At our most recent training session, we cataloged the equipment that our team members are using. One of the most prevalent items was the Phoenix Bipod. It is not the only bipod being used by our team, but when 90%+ of the top FTR shooters in the country are using the same thing; that makes a strong statement.

The Phoenix is a bit heavier than some bipods and the temptation is to get a lighter bipod and a heavier barrel. From the results we are seeing, that may be a poor trade off. What we give up for the extra weight of the Phoenix is more than made up for in the rigidity and smooth precision of adjustment.

Ease of adjustment is a major consideration. Once you get into position and start your match, the less you have to move, the better. The elevation mechanism on the Phoenix is like butter. It has almost no backlash and will easily hold it’s setting throughout a string of fire.

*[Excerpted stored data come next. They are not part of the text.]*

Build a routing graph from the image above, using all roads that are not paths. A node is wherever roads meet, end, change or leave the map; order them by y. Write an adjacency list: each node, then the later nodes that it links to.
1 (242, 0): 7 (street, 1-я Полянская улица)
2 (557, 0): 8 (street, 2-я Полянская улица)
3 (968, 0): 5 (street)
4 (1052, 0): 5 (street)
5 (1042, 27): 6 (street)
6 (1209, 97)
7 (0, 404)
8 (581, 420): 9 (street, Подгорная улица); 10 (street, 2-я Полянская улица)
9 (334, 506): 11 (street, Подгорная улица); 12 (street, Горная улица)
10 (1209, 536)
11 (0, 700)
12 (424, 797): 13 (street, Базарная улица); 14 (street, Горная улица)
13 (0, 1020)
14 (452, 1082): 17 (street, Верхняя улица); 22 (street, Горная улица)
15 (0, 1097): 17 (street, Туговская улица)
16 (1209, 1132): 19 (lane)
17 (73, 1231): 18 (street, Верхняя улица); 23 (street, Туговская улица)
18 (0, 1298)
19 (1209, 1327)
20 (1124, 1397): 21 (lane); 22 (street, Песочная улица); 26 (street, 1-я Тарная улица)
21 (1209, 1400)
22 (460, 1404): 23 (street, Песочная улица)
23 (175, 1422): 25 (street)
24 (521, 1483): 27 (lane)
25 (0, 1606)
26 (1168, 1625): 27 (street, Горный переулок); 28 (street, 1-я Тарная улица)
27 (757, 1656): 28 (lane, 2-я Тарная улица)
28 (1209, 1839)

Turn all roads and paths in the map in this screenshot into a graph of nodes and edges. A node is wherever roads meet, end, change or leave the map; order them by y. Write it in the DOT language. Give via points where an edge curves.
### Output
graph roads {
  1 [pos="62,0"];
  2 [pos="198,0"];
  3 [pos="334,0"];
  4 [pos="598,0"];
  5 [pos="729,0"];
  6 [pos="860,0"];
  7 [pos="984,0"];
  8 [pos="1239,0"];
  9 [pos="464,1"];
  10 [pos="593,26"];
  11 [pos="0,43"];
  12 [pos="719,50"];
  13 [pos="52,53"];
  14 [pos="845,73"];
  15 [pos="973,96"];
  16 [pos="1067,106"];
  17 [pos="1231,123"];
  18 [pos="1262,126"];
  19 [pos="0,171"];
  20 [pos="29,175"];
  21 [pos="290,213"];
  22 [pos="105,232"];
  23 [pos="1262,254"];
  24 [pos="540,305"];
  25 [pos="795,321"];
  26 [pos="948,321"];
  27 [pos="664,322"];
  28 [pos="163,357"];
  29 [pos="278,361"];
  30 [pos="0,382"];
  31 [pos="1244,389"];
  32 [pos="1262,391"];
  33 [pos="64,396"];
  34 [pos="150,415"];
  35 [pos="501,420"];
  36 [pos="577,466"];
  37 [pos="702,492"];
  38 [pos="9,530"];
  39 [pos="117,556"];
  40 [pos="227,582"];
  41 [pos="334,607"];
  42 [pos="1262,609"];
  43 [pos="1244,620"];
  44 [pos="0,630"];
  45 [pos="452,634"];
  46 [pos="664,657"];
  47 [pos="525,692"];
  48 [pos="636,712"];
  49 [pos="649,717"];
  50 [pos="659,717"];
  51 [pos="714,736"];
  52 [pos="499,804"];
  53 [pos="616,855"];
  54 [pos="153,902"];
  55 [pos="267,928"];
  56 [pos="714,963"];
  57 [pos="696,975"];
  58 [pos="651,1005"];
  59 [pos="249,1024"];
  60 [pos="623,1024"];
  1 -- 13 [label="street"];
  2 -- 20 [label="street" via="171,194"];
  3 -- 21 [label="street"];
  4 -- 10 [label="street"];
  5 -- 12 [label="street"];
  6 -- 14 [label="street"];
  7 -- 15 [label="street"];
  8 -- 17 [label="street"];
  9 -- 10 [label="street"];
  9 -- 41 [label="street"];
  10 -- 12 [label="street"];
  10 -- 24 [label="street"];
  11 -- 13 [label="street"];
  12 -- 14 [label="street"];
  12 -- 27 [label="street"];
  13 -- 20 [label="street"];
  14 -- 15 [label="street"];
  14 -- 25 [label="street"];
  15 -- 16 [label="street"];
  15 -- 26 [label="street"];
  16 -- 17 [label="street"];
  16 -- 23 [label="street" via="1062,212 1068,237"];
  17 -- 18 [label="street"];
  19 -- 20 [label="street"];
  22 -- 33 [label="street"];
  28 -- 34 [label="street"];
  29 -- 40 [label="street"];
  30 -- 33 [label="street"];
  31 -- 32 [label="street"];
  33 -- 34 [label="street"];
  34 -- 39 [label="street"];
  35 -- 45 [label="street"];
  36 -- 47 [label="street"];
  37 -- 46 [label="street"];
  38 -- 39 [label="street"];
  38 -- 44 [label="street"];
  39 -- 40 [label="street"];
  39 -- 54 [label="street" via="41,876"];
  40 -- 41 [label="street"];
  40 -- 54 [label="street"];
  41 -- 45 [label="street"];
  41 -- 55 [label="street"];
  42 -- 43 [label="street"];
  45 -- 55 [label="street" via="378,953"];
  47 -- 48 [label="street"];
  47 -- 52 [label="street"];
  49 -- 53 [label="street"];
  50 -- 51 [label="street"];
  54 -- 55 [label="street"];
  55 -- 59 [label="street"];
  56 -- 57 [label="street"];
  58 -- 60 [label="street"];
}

The bipod does include a thumbscrew to lock the elevation adjustment in place, but I have never used it and I’ve never seen anyone else use either.

Some of our shorter armed shooters have come up with an ingenious method of adjusting the elevation, even though the bipod may be out of reach at the end of their stock forearm. They use a section of hollow arrow shaft as an extension and slip it over a spoke on the mariner wheel to make any fine elevation adjustments needed. This allows them to stay in position and adjust the rifle to the exact point they want, while they continue to view the target through the scope.

In a conversation with Kelly McMillan some time ago, whose new FTR Stock is also being used by many of our shooters, he mentioned that people often talk about barrel weight and action weight, but then try to get by with a stock that is ill suited because they need to save weight. I confess that I had often thought in those terms. If you step back for a second and consider that in our game, the bipod is also a crucial piece of equipment. It will have a large influence on how well the rifle tracks in recoil. I think Kelly’s wisdom regarding stocks, applies equally to bipods. To put fifteen or twenty shots into a 5” circle at 1000 yards, requires every part of the rifle system to be function consistently and repeatability from one shot to the next. That, I believe, is the secret of the Phoenix Bipod. It allows a greater degree of repeatability.

To get that kind of performance requires a well-engineered and well-made product and the engineering and quality of manufacture of the Phoenix Bipod are second to none.